The feeble economic situation is making consumers reconsider their priorities. And as much as they love their gadgets, many are starting to question their wireless bill. It doesn’t help that it is actually hard to figure out how much you are going to pay for the month. In general, wireless carriers are particularly good at creating complicated packages that are difficult to understand. As a consumer, you have two choices: either you pay small fortunes for unlimited packages –individually by service- or you assume the risk of paying a small fortune anyway because you exceeded the 25 pictures quota of the plan you chose thinking it would be enough.

Until now.

One of the most exciting introductions in the wireless industry since the advent of the iPhone is the launch of Samsung’s (SSNLF) Instinct phone by no other than Sprint (S). The Instinct is an exciting smartphone, clearly designed as an iPhone killer. The dedicated Instinct website features some brilliant, poignant videos that make direct comparisons between several of Instinct’s advanced functions and the equivalent ones from iPhone. In each of the features, the technical superiority of Instinct is demonstrated in a very convincing way. The creative platform for the launch campaign is also a major success. Samsung and Sprint launched the Instinct with a strong multi-media advertising campaign mimicking the introduction of a major motion picture. It borrows from the excitement, the drama and the bigger-than-life stature that a major movie launch generates, and the production quality of the communications is top of the line. OK, we have the gadget. But, in my view, what completes this brilliant introduction is the service package Sprint offers with it. Dubbed “Simply Everything”, the plan is exactly that: every single service you need to fully enjoy your Instinct, unlimited, for just $99.99 per month. No more counting text messages, no more controlling minutes. Just one very affordable, easy to understand monthly price, and you are able to enjoy the advanced functions of the Instinct without guilt or uncertainty.

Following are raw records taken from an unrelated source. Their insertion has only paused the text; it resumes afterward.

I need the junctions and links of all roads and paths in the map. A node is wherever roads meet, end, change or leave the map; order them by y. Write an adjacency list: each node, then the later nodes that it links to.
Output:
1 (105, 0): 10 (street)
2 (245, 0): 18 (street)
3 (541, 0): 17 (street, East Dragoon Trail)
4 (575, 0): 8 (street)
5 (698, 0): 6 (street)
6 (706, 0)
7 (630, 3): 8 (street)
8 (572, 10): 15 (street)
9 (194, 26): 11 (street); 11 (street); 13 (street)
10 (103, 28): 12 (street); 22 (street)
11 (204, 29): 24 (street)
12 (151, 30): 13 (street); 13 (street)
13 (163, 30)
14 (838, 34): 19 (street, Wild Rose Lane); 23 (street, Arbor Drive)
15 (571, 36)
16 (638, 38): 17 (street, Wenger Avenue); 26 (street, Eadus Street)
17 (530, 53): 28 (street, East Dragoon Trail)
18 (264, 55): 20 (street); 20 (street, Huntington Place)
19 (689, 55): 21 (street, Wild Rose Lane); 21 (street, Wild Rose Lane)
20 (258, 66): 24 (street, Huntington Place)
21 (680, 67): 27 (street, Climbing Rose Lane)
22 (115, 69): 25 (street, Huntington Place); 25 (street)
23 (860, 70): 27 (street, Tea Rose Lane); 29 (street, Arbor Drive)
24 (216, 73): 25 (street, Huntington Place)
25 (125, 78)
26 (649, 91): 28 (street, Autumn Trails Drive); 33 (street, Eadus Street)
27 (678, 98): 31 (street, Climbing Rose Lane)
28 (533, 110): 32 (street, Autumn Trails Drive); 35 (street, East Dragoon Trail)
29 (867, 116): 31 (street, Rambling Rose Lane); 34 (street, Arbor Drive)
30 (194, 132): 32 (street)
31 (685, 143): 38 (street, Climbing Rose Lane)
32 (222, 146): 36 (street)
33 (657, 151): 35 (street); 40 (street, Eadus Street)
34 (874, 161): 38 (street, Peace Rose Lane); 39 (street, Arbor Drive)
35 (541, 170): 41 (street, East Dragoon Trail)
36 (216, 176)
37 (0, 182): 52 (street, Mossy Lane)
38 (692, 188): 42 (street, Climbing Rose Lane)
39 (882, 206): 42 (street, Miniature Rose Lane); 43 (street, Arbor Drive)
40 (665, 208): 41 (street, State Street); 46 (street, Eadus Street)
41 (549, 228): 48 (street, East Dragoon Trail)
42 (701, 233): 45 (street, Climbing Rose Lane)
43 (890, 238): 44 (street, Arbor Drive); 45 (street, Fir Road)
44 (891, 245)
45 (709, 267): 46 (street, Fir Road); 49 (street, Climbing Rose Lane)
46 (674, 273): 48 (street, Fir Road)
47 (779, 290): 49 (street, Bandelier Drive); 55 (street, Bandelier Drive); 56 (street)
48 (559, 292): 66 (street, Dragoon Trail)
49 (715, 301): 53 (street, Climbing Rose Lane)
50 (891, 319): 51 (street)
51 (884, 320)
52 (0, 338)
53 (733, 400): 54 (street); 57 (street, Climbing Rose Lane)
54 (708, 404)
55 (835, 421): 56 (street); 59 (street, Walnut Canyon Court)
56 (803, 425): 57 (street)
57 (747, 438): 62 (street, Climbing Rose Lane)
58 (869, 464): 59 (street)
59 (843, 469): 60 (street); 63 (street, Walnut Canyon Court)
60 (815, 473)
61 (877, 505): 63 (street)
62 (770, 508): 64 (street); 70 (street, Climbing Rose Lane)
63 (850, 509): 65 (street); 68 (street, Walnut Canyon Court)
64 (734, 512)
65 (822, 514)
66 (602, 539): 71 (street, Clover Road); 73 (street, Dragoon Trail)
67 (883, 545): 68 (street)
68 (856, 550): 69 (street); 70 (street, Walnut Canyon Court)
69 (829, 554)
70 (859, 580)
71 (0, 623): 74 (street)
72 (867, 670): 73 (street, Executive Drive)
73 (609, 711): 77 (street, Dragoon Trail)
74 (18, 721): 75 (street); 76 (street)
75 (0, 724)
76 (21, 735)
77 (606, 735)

This is a very encouraging initiative for Sprint. It is the right combination of a great gadget with a great plan, introduced at a time when consumers are the most receptive to propositions that will allow them to preserve their lifestyle while still reducing their spend. From a marketing perspective, it is a very sound move, and at the right time. The company has lost half of its value over the last year, and it just looked like they were unable to get anything right. The grandiose launch of Instinct in combination with an aggressive and attractive plan like “Simply Everything” is in my view a strong signal that the company is finally getting in control of their business once again. With Sprint’s share price slightly above $8, this is an Instinct you might want to follow.